Extracted records:
════

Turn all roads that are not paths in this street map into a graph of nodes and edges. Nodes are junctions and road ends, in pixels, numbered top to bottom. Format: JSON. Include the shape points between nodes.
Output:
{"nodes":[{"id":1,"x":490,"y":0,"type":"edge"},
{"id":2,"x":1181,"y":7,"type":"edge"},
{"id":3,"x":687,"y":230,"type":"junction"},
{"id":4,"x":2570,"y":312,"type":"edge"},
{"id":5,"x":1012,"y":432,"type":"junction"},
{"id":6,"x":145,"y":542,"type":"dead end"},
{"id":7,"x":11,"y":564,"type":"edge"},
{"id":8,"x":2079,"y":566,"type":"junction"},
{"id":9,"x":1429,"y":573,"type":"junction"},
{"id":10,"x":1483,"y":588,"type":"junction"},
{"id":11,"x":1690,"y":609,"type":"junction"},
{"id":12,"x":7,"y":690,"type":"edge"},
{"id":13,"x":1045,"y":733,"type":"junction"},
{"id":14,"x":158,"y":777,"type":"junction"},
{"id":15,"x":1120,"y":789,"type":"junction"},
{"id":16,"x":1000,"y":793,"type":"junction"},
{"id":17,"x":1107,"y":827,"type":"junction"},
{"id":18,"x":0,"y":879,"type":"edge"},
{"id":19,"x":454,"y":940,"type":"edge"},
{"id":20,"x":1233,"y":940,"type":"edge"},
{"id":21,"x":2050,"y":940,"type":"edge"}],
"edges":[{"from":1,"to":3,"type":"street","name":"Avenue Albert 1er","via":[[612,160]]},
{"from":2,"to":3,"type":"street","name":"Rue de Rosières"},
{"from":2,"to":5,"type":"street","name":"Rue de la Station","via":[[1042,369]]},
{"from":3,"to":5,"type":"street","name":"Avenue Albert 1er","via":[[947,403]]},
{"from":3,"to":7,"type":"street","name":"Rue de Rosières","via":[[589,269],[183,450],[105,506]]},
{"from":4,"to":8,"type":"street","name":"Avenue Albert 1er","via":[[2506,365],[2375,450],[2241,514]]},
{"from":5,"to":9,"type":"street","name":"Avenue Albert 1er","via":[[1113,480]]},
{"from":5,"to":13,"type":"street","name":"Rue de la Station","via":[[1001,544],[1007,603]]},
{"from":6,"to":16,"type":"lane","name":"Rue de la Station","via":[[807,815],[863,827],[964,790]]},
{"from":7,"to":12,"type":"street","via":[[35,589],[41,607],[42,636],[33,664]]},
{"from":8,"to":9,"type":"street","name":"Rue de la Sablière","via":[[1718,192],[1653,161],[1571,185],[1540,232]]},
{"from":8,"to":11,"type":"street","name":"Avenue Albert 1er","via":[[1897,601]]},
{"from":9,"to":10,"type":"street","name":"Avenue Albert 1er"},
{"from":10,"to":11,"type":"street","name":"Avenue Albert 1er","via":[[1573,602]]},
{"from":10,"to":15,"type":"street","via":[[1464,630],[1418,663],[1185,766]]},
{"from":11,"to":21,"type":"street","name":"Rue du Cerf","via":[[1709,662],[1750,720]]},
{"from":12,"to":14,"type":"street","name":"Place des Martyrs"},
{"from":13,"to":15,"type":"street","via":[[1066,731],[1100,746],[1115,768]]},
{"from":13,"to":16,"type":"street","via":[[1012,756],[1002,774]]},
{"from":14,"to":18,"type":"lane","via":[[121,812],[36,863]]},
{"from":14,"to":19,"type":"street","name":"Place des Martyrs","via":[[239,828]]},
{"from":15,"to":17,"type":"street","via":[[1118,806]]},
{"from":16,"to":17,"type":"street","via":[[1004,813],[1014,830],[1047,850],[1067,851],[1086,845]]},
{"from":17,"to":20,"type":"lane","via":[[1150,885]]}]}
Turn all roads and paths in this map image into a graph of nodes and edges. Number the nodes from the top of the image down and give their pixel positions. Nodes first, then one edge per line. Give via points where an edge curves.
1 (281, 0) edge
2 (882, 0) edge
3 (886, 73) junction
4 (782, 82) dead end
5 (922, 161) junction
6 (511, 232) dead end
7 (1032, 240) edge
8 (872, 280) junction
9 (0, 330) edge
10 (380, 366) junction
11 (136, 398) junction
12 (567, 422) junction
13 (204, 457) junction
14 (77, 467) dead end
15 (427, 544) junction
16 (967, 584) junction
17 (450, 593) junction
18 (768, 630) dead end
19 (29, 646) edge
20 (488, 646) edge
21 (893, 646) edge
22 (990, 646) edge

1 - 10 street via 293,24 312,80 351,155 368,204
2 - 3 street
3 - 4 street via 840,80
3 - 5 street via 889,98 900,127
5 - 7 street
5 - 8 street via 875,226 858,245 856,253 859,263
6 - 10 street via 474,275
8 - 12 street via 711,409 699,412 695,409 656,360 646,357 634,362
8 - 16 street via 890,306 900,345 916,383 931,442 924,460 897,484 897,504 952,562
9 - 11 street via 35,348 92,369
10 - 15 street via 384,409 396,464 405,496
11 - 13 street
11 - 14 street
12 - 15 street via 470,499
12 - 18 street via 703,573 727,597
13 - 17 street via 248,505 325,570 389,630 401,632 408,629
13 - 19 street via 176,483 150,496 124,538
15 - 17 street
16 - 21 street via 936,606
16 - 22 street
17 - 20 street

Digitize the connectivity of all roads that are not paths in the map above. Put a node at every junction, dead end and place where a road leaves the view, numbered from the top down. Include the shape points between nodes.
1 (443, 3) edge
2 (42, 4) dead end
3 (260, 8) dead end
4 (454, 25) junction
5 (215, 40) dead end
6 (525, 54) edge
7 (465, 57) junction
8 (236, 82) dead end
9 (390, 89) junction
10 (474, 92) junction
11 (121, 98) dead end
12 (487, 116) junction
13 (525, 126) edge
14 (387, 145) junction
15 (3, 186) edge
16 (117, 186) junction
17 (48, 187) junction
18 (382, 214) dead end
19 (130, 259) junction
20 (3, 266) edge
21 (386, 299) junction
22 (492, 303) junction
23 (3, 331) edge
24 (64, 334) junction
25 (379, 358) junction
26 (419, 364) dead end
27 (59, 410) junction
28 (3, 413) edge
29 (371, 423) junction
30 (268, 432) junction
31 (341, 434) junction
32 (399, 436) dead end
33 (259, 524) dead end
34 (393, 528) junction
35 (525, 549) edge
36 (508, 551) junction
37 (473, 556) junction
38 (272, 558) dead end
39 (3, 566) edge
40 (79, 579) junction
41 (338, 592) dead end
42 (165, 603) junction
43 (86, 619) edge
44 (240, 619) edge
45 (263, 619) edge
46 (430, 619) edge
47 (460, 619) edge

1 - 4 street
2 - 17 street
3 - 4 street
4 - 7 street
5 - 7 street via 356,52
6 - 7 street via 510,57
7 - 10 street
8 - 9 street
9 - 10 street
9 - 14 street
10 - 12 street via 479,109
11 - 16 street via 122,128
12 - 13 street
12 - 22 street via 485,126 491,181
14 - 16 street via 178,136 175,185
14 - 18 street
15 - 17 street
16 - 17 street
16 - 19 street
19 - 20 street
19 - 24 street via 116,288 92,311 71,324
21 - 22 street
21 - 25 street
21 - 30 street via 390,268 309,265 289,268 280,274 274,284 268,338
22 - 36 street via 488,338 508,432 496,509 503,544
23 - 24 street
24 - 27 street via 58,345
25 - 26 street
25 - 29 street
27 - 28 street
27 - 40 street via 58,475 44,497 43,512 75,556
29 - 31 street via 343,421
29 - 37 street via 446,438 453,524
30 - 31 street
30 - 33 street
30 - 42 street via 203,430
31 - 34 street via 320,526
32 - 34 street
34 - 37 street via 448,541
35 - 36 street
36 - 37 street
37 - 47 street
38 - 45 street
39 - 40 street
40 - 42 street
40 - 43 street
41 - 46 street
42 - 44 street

════

Work to complete: Copy the whole listing above once more, character for character.

Exercise answer:
Turn all roads that are not paths in this street map into a graph of nodes and edges. Nodes are junctions and road ends, in pixels, numbered top to bottom. Format: JSON. Include the shape points between nodes.
Output:
{"nodes":[{"id":1,"x":490,"y":0,"type":"edge"},
{"id":2,"x":1181,"y":7,"type":"edge"},
{"id":3,"x":687,"y":230,"type":"junction"},
{"id":4,"x":2570,"y":312,"type":"edge"},
{"id":5,"x":1012,"y":432,"type":"junction"},
{"id":6,"x":145,"y":542,"type":"dead end"},
{"id":7,"x":11,"y":564,"type":"edge"},
{"id":8,"x":2079,"y":566,"type":"junction"},
{"id":9,"x":1429,"y":573,"type":"junction"},
{"id":10,"x":1483,"y":588,"type":"junction"},
{"id":11,"x":1690,"y":609,"type":"junction"},
{"id":12,"x":7,"y":690,"type":"edge"},
{"id":13,"x":1045,"y":733,"type":"junction"},
{"id":14,"x":158,"y":777,"type":"junction"},
{"id":15,"x":1120,"y":789,"type":"junction"},
{"id":16,"x":1000,"y":793,"type":"junction"},
{"id":17,"x":1107,"y":827,"type":"junction"},
{"id":18,"x":0,"y":879,"type":"edge"},
{"id":19,"x":454,"y":940,"type":"edge"},
{"id":20,"x":1233,"y":940,"type":"edge"},
{"id":21,"x":2050,"y":940,"type":"edge"}],
"edges":[{"from":1,"to":3,"type":"street","name":"Avenue Albert 1er","via":[[612,160]]},
{"from":2,"to":3,"type":"street","name":"Rue de Rosières"},
{"from":2,"to":5,"type":"street","name":"Rue de la Station","via":[[1042,369]]},
{"from":3,"to":5,"type":"street","name":"Avenue Albert 1er","via":[[947,403]]},
{"from":3,"to":7,"type":"street","name":"Rue de Rosières","via":[[589,269],[183,450],[105,506]]},
{"from":4,"to":8,"type":"street","name":"Avenue Albert 1er","via":[[2506,365],[2375,450],[2241,514]]},
{"from":5,"to":9,"type":"street","name":"Avenue Albert 1er","via":[[1113,480]]},
{"from":5,"to":13,"type":"street","name":"Rue de la Station","via":[[1001,544],[1007,603]]},
{"from":6,"to":16,"type":"lane","name":"Rue de la Station","via":[[807,815],[863,827],[964,790]]},
{"from":7,"to":12,"type":"street","via":[[35,589],[41,607],[42,636],[33,664]]},
{"from":8,"to":9,"type":"street","name":"Rue de la Sablière","via":[[1718,192],[1653,161],[1571,185],[1540,232]]},
{"from":8,"to":11,"type":"street","name":"Avenue Albert 1er","via":[[1897,601]]},
{"from":9,"to":10,"type":"street","name":"Avenue Albert 1er"},
{"from":10,"to":11,"type":"street","name":"Avenue Albert 1er","via":[[1573,602]]},
{"from":10,"to":15,"type":"street","via":[[1464,630],[1418,663],[1185,766]]},
{"from":11,"to":21,"type":"street","name":"Rue du Cerf","via":[[1709,662],[1750,720]]},
{"from":12,"to":14,"type":"street","name":"Place des Martyrs"},
{"from":13,"to":15,"type":"street","via":[[1066,731],[1100,746],[1115,768]]},
{"from":13,"to":16,"type":"street","via":[[1012,756],[1002,774]]},
{"from":14,"to":18,"type":"lane","via":[[121,812],[36,863]]},
{"from":14,"to":19,"type":"street","name":"Place des Martyrs","via":[[239,828]]},
{"from":15,"to":17,"type":"street","via":[[1118,806]]},
{"from":16,"to":17,"type":"street","via":[[1004,813],[1014,830],[1047,850],[1067,851],[1086,845]]},
{"from":17,"to":20,"type":"lane","via":[[1150,885]]}]}
Turn all roads and paths in this map image into a graph of nodes and edges. Number the nodes from the top of the image down and give their pixel positions. Nodes first, then one edge per line. Give via points where an edge curves.
1 (281, 0) edge
2 (882, 0) edge
3 (886, 73) junction
4 (782, 82) dead end
5 (922, 161) junction
6 (511, 232) dead end
7 (1032, 240) edge
8 (872, 280) junction
9 (0, 330) edge
10 (380, 366) junction
11 (136, 398) junction
12 (567, 422) junction
13 (204, 457) junction
14 (77, 467) dead end
15 (427, 544) junction
16 (967, 584) junction
17 (450, 593) junction
18 (768, 630) dead end
19 (29, 646) edge
20 (488, 646) edge
21 (893, 646) edge
22 (990, 646) edge

1 - 10 street via 293,24 312,80 351,155 368,204
2 - 3 street
3 - 4 street via 840,80
3 - 5 street via 889,98 900,127
5 - 7 street
5 - 8 street via 875,226 858,245 856,253 859,263
6 - 10 street via 474,275
8 - 12 street via 711,409 699,412 695,409 656,360 646,357 634,362
8 - 16 street via 890,306 900,345 916,383 931,442 924,460 897,484 897,504 952,562
9 - 11 street via 35,348 92,369
10 - 15 street via 384,409 396,464 405,496
11 - 13 street
11 - 14 street
12 - 15 street via 470,499
12 - 18 street via 703,573 727,597
13 - 17 street via 248,505 325,570 389,630 401,632 408,629
13 - 19 street via 176,483 150,496 124,538
15 - 17 street
16 - 21 street via 936,606
16 - 22 street
17 - 20 street

Digitize the connectivity of all roads that are not paths in the map above. Put a node at every junction, dead end and place where a road leaves the view, numbered from the top down. Include the shape points between nodes.
1 (443, 3) edge
2 (42, 4) dead end
3 (260, 8) dead end
4 (454, 25) junction
5 (215, 40) dead end
6 (525, 54) edge
7 (465, 57) junction
8 (236, 82) dead end
9 (390, 89) junction
10 (474, 92) junction
11 (121, 98) dead end
12 (487, 116) junction
13 (525, 126) edge
14 (387, 145) junction
15 (3, 186) edge
16 (117, 186) junction
17 (48, 187) junction
18 (382, 214) dead end
19 (130, 259) junction
20 (3, 266) edge
21 (386, 299) junction
22 (492, 303) junction
23 (3, 331) edge
24 (64, 334) junction
25 (379, 358) junction
26 (419, 364) dead end
27 (59, 410) junction
28 (3, 413) edge
29 (371, 423) junction
30 (268, 432) junction
31 (341, 434) junction
32 (399, 436) dead end
33 (259, 524) dead end
34 (393, 528) junction
35 (525, 549) edge
36 (508, 551) junction
37 (473, 556) junction
38 (272, 558) dead end
39 (3, 566) edge
40 (79, 579) junction
41 (338, 592) dead end
42 (165, 603) junction
43 (86, 619) edge
44 (240, 619) edge
45 (263, 619) edge
46 (430, 619) edge
47 (460, 619) edge

1 - 4 street
2 - 17 street
3 - 4 street
4 - 7 street
5 - 7 street via 356,52
6 - 7 street via 510,57
7 - 10 street
8 - 9 street
9 - 10 street
9 - 14 street
10 - 12 street via 479,109
11 - 16 street via 122,128
12 - 13 street
12 - 22 street via 485,126 491,181
14 - 16 street via 178,136 175,185
14 - 18 street
15 - 17 street
16 - 17 street
16 - 19 street
19 - 20 street
19 - 24 street via 116,288 92,311 71,324
21 - 22 street
21 - 25 street
21 - 30 street via 390,268 309,265 289,268 280,274 274,284 268,338
22 - 36 street via 488,338 508,432 496,509 503,544
23 - 24 street
24 - 27 street via 58,345
25 - 26 street
25 - 29 street
27 - 28 street
27 - 40 street via 58,475 44,497 43,512 75,556
29 - 31 street via 343,421
29 - 37 street via 446,438 453,524
30 - 31 street
30 - 33 street
30 - 42 street via 203,430
31 - 34 street via 320,526
32 - 34 street
34 - 37 street via 448,541
35 - 36 street
36 - 37 street
37 - 47 street
38 - 45 street
39 - 40 street
40 - 42 street
40 - 43 street
41 - 46 street
42 - 44 street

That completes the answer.